15 city hall selfies and 2,418 miles driven…. this is what happened when Dave and Julie Morris documented their road trip in August 2014. They head back on the road, camera in-hand, to top their previous #cityhallselfie madness.
ELGL historian Engage 2 Act credits Dave and Julie as a major reason for the spread of the city hall selfie.
Long has the selfie been the domain of the millennial but then one day in 2014 Julie and Dave Morris (both local government employees in the US) whilst on an annual holiday started to document their trip to Yellowstone National Park with selfies at city halls and other municipal buildings. Accompanied with a running commentary of their travel on social media the result was: 15 city hall selfies over 2,418 miles driven…. and as they say in Hollywood, a star was born.
Telluride… This is the town that played host to Butch Cassidy’s first bank robbery. The town has a rich mining history and is extremely isolated. It takes a bit of a drive to get here from anywhere. It has spectacular views of the canyon walls and towering peaks from nearly any place in town. Interesting fact… the town was named after a very valuable chemical element called tellurium found in gold throughout Colorado. Gold telluride was never found in the Telluride area! Don’t worry they did find plenty of regular old gold, silver, and other ores to make it work out.
Couldn’t get enough of the historic old mining towns so we had to stop for a bit in Ouray. This little gem is sometimes referred to as the Switzerland of America. There is a distinct Victorian feel to the town with a Wild West twist. This was our landing point after coming down the Million Dollar Highway. Unsure why it was named this but Julie wouldn’t drive it again for a million dollars… Breathtaking views death defying drop offs.
Silverton Colorado… Wow. What an amazing setting for this little old west town and silver mining mecca. It’s an adventure just getting into or out of this town but if you are up for an even bigger driving adventure drive 12 miles out of town and on the 4X4 road to Animas Forks… Sweet little mining ghost town at 11,160 elevation. Parking lot had about 30 ATV’s, 15 Jeeps, and our little Santa Fe.
Durango! This is one of our most anticipated stops. The spectacular views from the Durango & Silverton Narrow Gauge Railroad excursion to the historic buildings in old town. This is what we think about when we dream about a mountain western town.
A big shout out to the Durango Firefighters who spent time visiting with us on a lazy Sunday afternoon and the highlight of the stay was when a big bear came down and watched us in the swimming pool.
On our way out of Mesa Verde and onto Durango. The little western town of Mancos, voted “one of the Best Small Townes to visit in 2016” by smithsonian.com is our next stop. This historic little community has a rich history dating back to times before the cliff dwellings at Mesa Verde where built.

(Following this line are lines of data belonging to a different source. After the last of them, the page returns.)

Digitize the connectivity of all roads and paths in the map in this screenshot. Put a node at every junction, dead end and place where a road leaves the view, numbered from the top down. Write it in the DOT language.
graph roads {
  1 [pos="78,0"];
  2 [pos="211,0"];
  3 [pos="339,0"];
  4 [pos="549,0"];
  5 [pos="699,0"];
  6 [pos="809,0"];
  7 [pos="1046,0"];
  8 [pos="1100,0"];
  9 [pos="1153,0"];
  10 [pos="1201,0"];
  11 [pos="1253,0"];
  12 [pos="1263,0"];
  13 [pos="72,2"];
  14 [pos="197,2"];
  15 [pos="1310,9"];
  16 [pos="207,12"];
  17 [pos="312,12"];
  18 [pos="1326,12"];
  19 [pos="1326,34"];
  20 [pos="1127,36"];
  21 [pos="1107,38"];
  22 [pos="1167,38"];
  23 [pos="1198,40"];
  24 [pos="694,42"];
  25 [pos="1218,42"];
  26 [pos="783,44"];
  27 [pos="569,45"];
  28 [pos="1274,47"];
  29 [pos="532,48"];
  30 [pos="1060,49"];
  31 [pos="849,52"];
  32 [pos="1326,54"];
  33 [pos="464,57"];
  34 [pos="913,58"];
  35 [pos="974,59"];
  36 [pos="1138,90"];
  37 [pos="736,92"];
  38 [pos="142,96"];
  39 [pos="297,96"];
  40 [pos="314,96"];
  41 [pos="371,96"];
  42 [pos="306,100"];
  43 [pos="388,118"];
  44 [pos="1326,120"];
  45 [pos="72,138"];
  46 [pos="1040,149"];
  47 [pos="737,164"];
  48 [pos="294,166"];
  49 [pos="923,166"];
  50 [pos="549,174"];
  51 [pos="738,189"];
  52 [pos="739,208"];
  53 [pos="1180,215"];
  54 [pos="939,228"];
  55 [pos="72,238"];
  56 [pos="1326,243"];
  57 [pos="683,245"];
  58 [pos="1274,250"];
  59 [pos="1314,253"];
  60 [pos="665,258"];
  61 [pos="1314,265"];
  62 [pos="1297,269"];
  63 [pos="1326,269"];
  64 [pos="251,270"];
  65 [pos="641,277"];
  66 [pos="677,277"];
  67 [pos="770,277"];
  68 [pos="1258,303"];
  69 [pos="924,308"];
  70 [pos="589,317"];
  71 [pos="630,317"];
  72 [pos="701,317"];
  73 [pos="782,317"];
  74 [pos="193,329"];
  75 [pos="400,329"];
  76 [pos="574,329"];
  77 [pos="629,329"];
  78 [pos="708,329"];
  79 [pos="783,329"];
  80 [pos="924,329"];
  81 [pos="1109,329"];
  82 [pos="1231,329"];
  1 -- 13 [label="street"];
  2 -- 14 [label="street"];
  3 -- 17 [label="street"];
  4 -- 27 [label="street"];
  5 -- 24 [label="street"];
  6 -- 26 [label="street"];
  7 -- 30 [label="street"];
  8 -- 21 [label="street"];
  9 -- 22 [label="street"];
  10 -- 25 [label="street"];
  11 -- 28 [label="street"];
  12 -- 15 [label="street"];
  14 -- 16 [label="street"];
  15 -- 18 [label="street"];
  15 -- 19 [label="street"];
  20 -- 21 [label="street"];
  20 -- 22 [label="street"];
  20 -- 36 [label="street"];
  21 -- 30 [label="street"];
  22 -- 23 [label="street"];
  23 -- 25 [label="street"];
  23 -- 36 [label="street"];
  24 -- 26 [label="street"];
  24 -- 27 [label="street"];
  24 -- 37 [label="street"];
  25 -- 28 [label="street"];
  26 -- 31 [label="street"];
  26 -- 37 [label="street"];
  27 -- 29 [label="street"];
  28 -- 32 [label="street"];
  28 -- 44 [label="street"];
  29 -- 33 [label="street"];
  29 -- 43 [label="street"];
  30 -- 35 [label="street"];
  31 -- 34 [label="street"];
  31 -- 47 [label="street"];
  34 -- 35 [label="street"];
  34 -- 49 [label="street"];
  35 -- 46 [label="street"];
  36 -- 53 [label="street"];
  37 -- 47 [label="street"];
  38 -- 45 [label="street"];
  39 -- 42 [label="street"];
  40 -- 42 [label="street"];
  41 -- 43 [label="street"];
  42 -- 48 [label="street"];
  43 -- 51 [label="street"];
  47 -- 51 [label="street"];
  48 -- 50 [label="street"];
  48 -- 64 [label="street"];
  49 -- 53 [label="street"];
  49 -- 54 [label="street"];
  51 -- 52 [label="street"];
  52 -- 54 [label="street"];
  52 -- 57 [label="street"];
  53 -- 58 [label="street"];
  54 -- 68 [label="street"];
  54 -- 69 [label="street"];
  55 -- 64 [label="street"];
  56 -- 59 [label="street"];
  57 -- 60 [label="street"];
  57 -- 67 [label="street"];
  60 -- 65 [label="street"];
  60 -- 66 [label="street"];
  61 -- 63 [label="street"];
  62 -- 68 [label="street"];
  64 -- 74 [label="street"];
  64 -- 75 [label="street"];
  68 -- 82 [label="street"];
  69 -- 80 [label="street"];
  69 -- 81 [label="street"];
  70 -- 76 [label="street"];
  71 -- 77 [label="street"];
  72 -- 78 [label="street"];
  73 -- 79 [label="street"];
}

July 18 – Kayenta, Arizona
From Julie and Dave:
Driving through the Navajo Nation we happened through a little town that seems to be predominantly a layover for visitors to the nearby spectacular area of Monument Valley. This little town is part of the dramatic red landscape of the Colorado Plateau. It is part of the Navajo Nation and, according to Wickipidia is the only municipal-style government on the Navajo Nation. It is managed by a 5 member elected town board which hires the township manager.
Also on July 18 – Cortez, Colorado
From Julie and Dave:
Next stop was the City of Cortez in Colorado. Cortez is a Home Rule Municipality that is the county seat and the most populous municipality of Montezuma County. We enjoyed a powwow at the Cortez Cultural Center while there. Our kids were chasing prairie dogs while we took this awesome selfie!
Hello! The first City Hall selfie is from Moab, Utah!
Moab is home to about 6,000 full time residents who share their home with over a million visitors each year. Moab is the gateway to two National Parks… Arches and Canyonlands.
Adventure enthusiast’s from around the world vacation in Moab to take advantage of world class off-road four wheel drive adventures, whitewater rafting, mountain biking and hiking.
As Bruno Mars would say it’s too hot for the police and the firemen.
Next up: Monticello, Utah
Named after Thomas Jefferson’s estate, the city of Monticello is the county seat of San Juan County in Southwest Utah. The town was glowing in the success of several uranium and vanadium mines from the 40’s to 60’s then the US Department of Energy spent time from 1994 to 2004 cleaning up radioactive material.
A experimental station to try dry farming began in 1903… today dry farming is a major occupation that contributes to the local economy today. The residents have a dry sense of humor.
Next up: City of Blanding, Utah
An interesting note on how Blanding, Utah got its name — In 1914, a rich fellow named Thomas Bicknell offered a 1,000 volume library to any town who took his last name as their town name. Two towns competed for the library.
It was decided that the prize would be split and the town was named after Bicknell’s wife who’s maiden name was Blanding.
Our favorite part of this town is the A&W restaurant/convenience store/bowling alley/gas station. One-stop shop for everything.